Electromatics vs Fender MIM Strat vs Epi Dot and Les Paul , my observations

Discussion in 'Electromatic Gretsch Forum' started by budglo, Nov 29, 2021.

  1. budglo

    budglo Electromatic

    70
    Feb 26, 2019
    Ohio
    So as I’ve purchased my second Gretsch after test driving others and owning a more recent Players strat . I’ve also owned several Epis , but not in the last 5 years. Here are my observations….

    The MIM Strat out of the box needed quite a bit of fretwork . Sharp fret ends and I needed to polish frets and intonate. Everything else was fine including pickups.

    Epi … I had 2 Dots and a Les Paul custom. Both needed extensive nut work and a full setup. Still could have gutted the electronics , but decided it wasn’t worth it for me. To be fair, I know they’ve gotten better since.

    Gretsch Electromatics …

    This is my second MIK Gretsch in 3 years. Like the first one , this one was flawless right out of the box . No flaws in the body, stays in tune great and after rechecking my intonation a few days after I received it, everything is great. Unlike the MIM , I feel the Gretsch is a more gig worthy instrument right out of the box . Action and relief were set great for me at 4/64 at the 12 fret with .009 of relief. Comparing the Fender and Electromatic at similar price points , I feel Gretsch AKorea does a better job at the finished product and it isn’t even close. JMO.
     
  2. Waxhead

    Waxhead Friend of Fred

    Aug 30, 2014
    Australia
    The issues you raise are all setup things - except for sharp fret edges.

    That all depends on whether the retailer did pro setups on the guitars prior to sale. It's not an indication of QA/QC at the factory.

    I own an MiM Tele (plus Gibsons and Epi's previously) and I've never had the issues you raise on any of em cos I make sure my guitars have pro setups done in the store prior to me taking them home.
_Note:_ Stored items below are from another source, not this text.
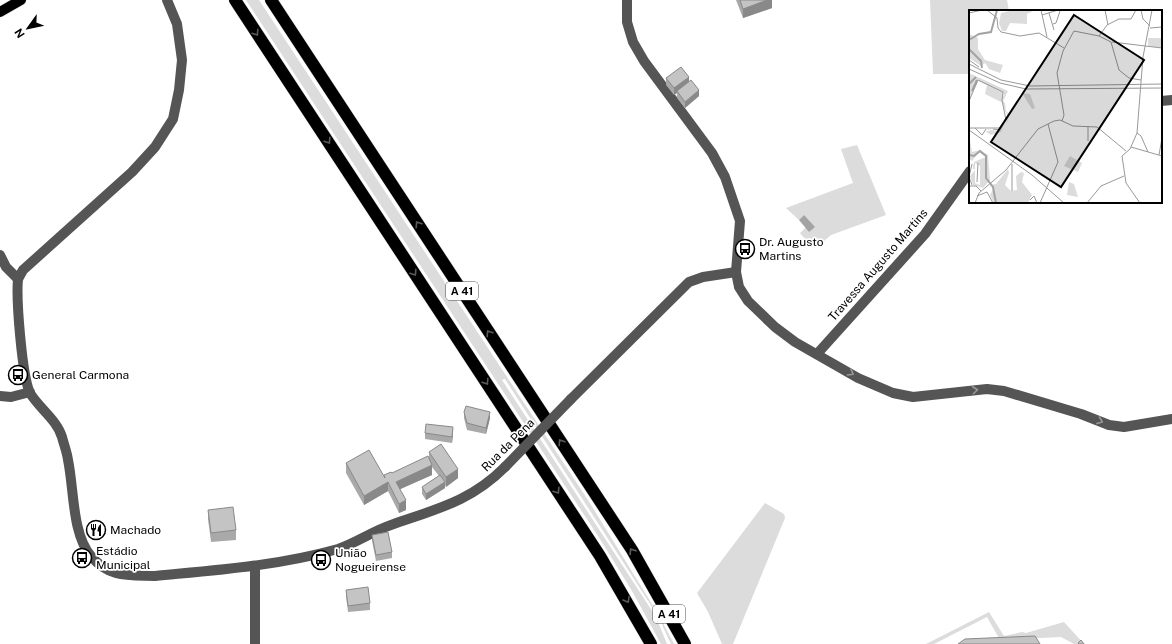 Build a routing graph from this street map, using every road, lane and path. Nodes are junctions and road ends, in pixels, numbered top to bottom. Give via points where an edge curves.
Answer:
1 (22, 0) edge
2 (167, 0) edge
3 (235, 0) edge
4 (271, 0) edge
5 (627, 0) edge
6 (0, 12) edge
7 (1172, 100) edge
8 (1162, 101) edge
9 (969, 172) edge
10 (0, 255) edge
11 (736, 272) junction
12 (18, 279) junction
13 (817, 354) junction
14 (30, 392) junction
15 (0, 396) edge
16 (1172, 419) edge
17 (255, 566) junction
18 (255, 644) edge
19 (651, 644) edge
20 (685, 644) edge

1 - 6 main road
2 - 12 street via 177,24 182,60 179,90 172,119 155,147 132,172 23,270
3 -> 19 highway, A 41 via 600,556
20 -> 4 highway, A 41 via 624,538
5 - 11 street via 627,22 640,55 712,153 725,177 740,221
7 - 8 street
9 - 13 street, Travessa Augusto Martins via 925,234
10 - 12 street via 6,267
11 - 13 street via 739,287 757,311 795,342
11 - 17 street, Rua da Pena, bridge via 689,282 506,467 472,495 446,507 389,526 340,548
12 - 14 street via 23,363
13 -> 16 street via 858,378 893,393 913,397 987,389 1004,391 1109,425 1124,427
14 - 15 street via 11,397
14 - 17 street, Rua da Pena via 61,432 81,535 90,555 105,570 117,574 155,576
17 - 18 street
    But for other reasons I do think Gretsch Electromatic 54 and 56 series are the best value for $$ mid priced guitars made today :D
     
    Runamok, Duo Slinger and sgarnett like this.
  3. budglo

    budglo Electromatic

    70
    Feb 26, 2019
    Ohio
    I agree with you . I’ve also had an Epi that came with a high fret . I do my own setups , so these things USUALLY get sorted out by a setup. Crappy electronics are just that. A cost saving measure trying to sell to a certain price point , but most manufacturers have upped their game as of late.
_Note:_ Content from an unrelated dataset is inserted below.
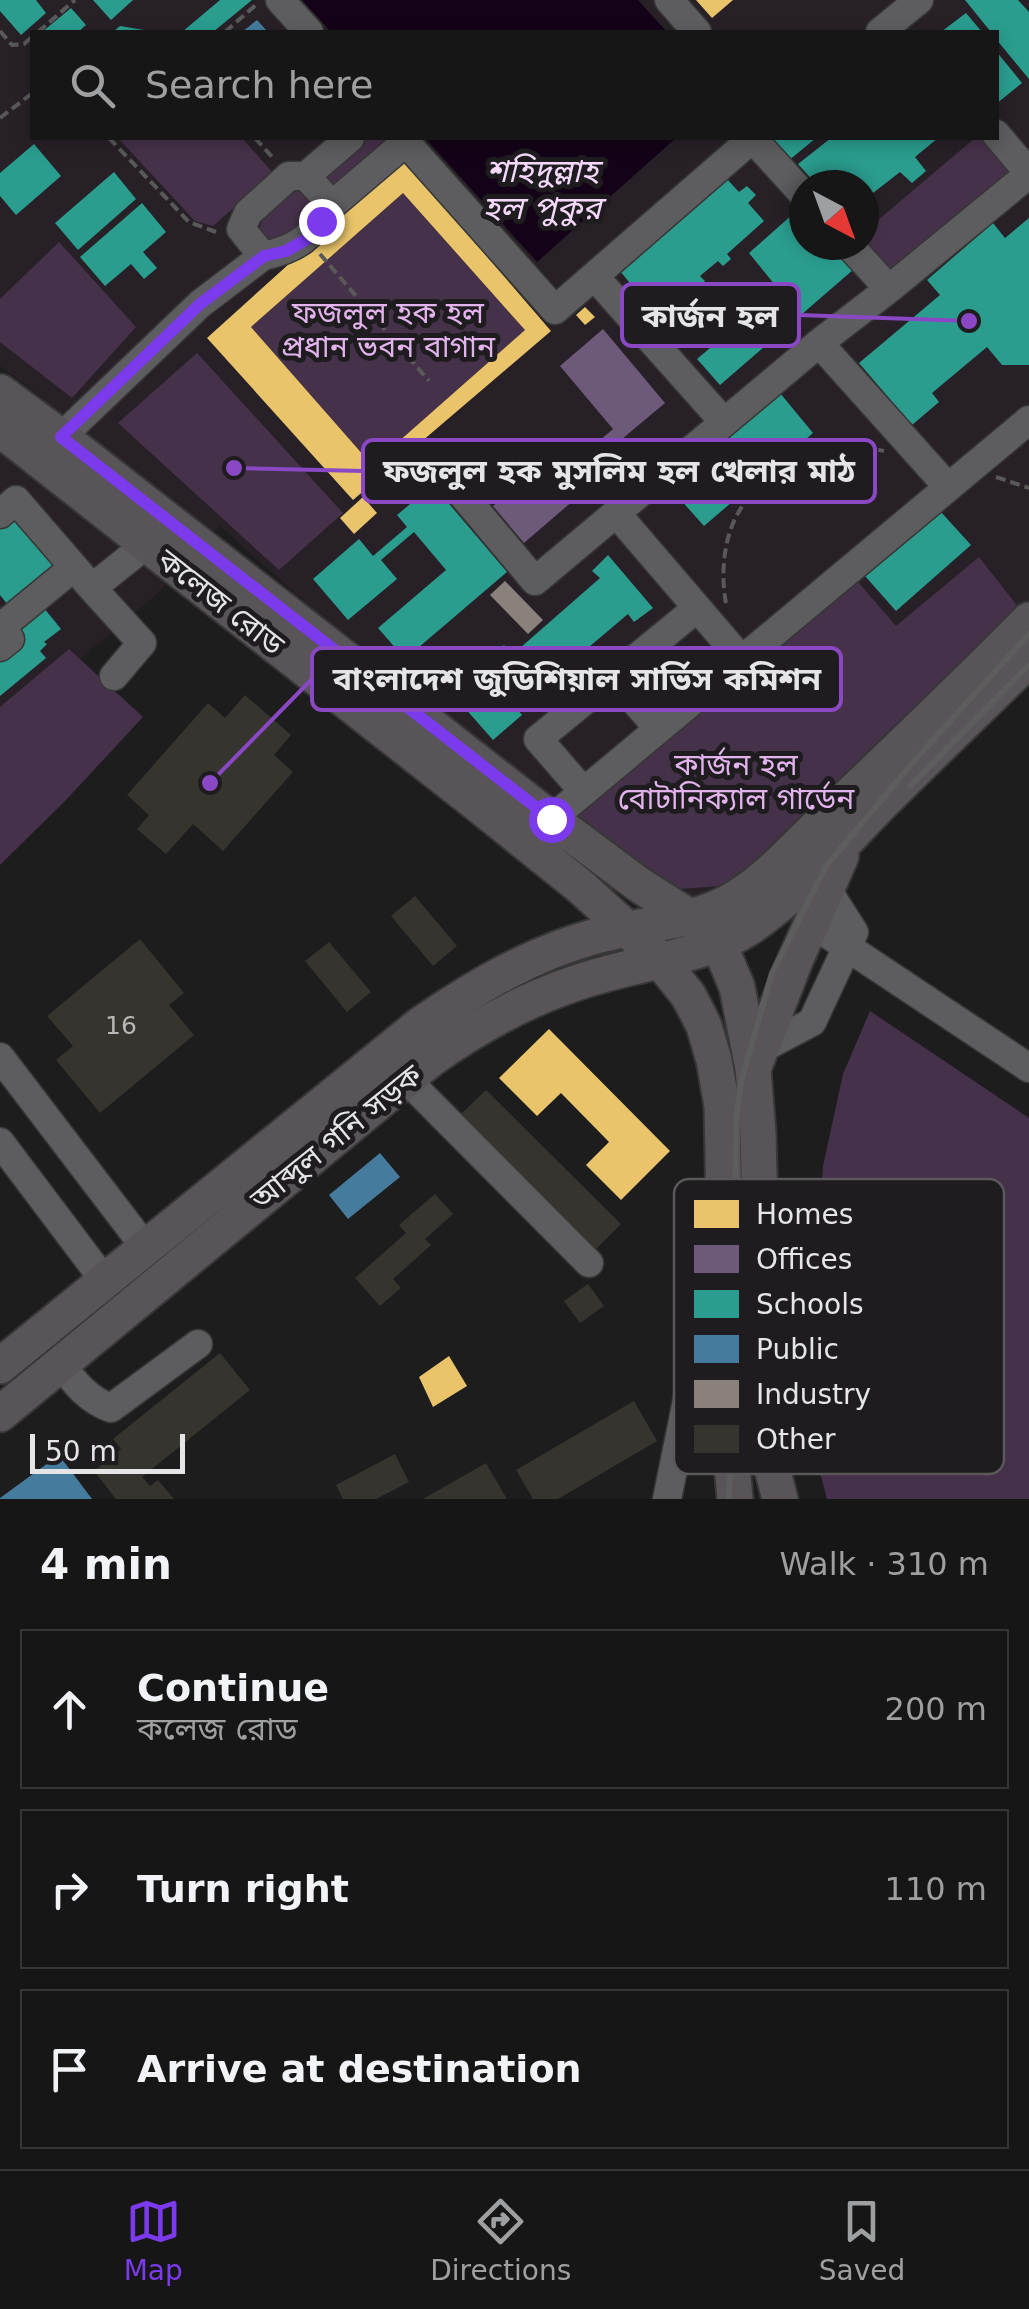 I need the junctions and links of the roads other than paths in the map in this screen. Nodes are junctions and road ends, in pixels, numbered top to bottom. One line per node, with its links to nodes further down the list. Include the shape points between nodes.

    I did get a good deal on a Gibson 335 thinking all it needed was a good setup , but it had other issues and got returned . However most Gibson’s and Fenders I’ve gotten have been flawless.
     
    Duo Slinger and Waxhead like this.
  4. Stingray70

    Stingray70 Electromatic

    29
    Oct 18, 2021
    Michigan
    FWIW, the fretwork on my 2019 mim player strat was very good. I made minor setup adjustments to suit my personal preferences and it plays great... The fretwork on my new Gretsch was good as well but required a little more set up then the Fender did...
     
    budglo likes this.
  5. dmunson

    dmunson Gretschie

    406
    Dec 19, 2015
    Charlotte, NC
    It seems like the more recent Epi's and Electromatics, starting around 2013, both made huge jumps in overall quality. So don't let earlier models concern you. As far as Fender, I have several MIM models that are great, but I had to play quite a few models to get ones that came home.
     
  6. wildeman

    wildeman I Bleed Orange

    May 10, 2015
    norcal
    My Epi Sheraton and my 5120 are both made by Samick and both are perfect.
     
  7. Jelly Roll Horton

    Jelly Roll Horton Country Gent

    Nov 10, 2017
    Portland, OR
    I’m not really a strat player; I like my Tele and love my Gretsches. They fit my rockabilly RnB country blues interests. But I was tempted into buying a like new 2019 MIM a couple months ago by its ridiculous price and undeniable quality. It is a beautiful work of art and music. Sometimes "that sound" is just what I want to work on away from my usual material, and it never disappoints. No doubt the precious owner had done some work on it, but whatever it may have needed, it turned out perfect for all I could see and hear. Even if a MIM gitter needs some tweaking out of the box, the foundation is solid and they seem to come up nicely.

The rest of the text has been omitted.